Началась подлинная охота противника за советскими «катюшами». О том, какие приказы были изданы при этом гитлеровцами, какие методы разведки они применяли, рассказывается в главе «Тайна маяка». Здесь мы заметим, что появление советских «катюш» вызвало среди немецких солдат немало различных толков.

В августе — октябре 1941 года гитлеровская пропаганда изо дня в день твердила:

«У Красной Армии нет современной боевой техники. А те орудия, самолеты и танки, которыми к началу войны располагали русские войска, уже большей частью захвачены или уничтожены наступающими немецкими армиями… Путь на Москву открыт. Овладение русской столицей — дело ближайших недель».

Но время шло, сопротивление советских войск возрастало, и гитлеровцы все чаще попадали под губительный огонь «катюш», несли огромные потери от огня всех видов советской артиллерии, встречали все более упорное сопротивление советской пехоты. И немецкие солдаты не без основания задумывались: «А верно ли, что Красная Армия уничтожена?.. Она отступает, но у нее есть «катюши», которые опустошают ряды атакующих, у нее появились танки Т-34, против которых бессильны немецкие пушки…»

За передачу сведений о том, что где-то вблизи действуют советские «катюши»[1], гитлеровских солдат карали точно так же, как за распространение панических слухов.

* * *

Часто на фронте можно было слышать:

— Если противник знает устройство советских «катюш», то почему он сам не создаст такое же оружие?

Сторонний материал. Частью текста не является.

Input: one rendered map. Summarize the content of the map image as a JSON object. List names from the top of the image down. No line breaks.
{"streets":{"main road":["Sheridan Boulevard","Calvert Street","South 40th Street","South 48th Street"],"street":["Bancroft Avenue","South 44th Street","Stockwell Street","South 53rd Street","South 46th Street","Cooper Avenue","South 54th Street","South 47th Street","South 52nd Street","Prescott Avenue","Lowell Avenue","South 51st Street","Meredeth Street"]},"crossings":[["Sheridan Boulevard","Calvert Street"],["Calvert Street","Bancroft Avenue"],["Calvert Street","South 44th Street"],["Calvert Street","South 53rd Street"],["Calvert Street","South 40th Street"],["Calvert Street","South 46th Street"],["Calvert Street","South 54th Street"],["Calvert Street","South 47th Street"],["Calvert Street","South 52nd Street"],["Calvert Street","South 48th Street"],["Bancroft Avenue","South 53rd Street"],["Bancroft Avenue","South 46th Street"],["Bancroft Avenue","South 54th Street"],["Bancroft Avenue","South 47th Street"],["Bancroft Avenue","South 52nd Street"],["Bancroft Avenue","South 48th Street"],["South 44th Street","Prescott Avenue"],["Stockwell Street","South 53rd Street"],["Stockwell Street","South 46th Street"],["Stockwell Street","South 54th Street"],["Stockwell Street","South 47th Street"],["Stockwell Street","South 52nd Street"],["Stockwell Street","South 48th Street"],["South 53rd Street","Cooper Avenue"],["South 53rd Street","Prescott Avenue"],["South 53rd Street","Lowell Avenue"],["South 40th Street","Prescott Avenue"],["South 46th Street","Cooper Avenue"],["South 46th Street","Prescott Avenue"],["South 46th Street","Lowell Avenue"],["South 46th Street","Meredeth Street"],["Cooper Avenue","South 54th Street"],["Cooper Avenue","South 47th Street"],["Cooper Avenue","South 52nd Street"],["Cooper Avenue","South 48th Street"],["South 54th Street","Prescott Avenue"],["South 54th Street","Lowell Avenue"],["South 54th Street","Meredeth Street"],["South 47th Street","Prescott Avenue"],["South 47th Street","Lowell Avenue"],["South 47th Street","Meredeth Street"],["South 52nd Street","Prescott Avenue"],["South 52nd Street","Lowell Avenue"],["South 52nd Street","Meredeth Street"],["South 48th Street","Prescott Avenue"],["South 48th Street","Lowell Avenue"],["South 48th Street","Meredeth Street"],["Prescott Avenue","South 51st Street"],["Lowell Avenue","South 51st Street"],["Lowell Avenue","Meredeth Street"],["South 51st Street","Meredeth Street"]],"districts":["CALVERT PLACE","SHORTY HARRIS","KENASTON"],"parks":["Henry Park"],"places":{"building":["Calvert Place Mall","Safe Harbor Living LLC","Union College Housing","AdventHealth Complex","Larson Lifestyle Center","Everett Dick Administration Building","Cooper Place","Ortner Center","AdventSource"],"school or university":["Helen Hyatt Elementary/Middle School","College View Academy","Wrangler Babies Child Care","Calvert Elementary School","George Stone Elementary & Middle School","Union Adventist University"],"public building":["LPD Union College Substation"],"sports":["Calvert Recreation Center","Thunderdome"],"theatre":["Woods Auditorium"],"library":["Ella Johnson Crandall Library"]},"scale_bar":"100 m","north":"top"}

Но дело было не в секрете устройства этого оружия. В немецко-фашистской армии еще с довоенных лет велись работы по конструированию реактивных снарядов. К началу второй мировой войны в Германии были созданы шестиствольные реактивные минометы, затем восьми- и двенадцатиствольные. В ходе войны немецкие военные конструкторы разработали еще ряд систем реактивного вооружения. И все же ни шести-, ни восьми-, ни двенадцатиствольные реактивные установки, применявшиеся немецкими войсками, не шли ни в какое сравнение с нашими «катюшами». Гвардейские минометные части Советской Армии создавали такой мощный массированный огонь, какого никогда на протяжении всей войны не могла создать реактивная артиллерия фашистской армии. Это признавали все. И это было свидетельством превосходства не только нашей военной науки, но и материальных возможностей для создания новой техники и вооружения.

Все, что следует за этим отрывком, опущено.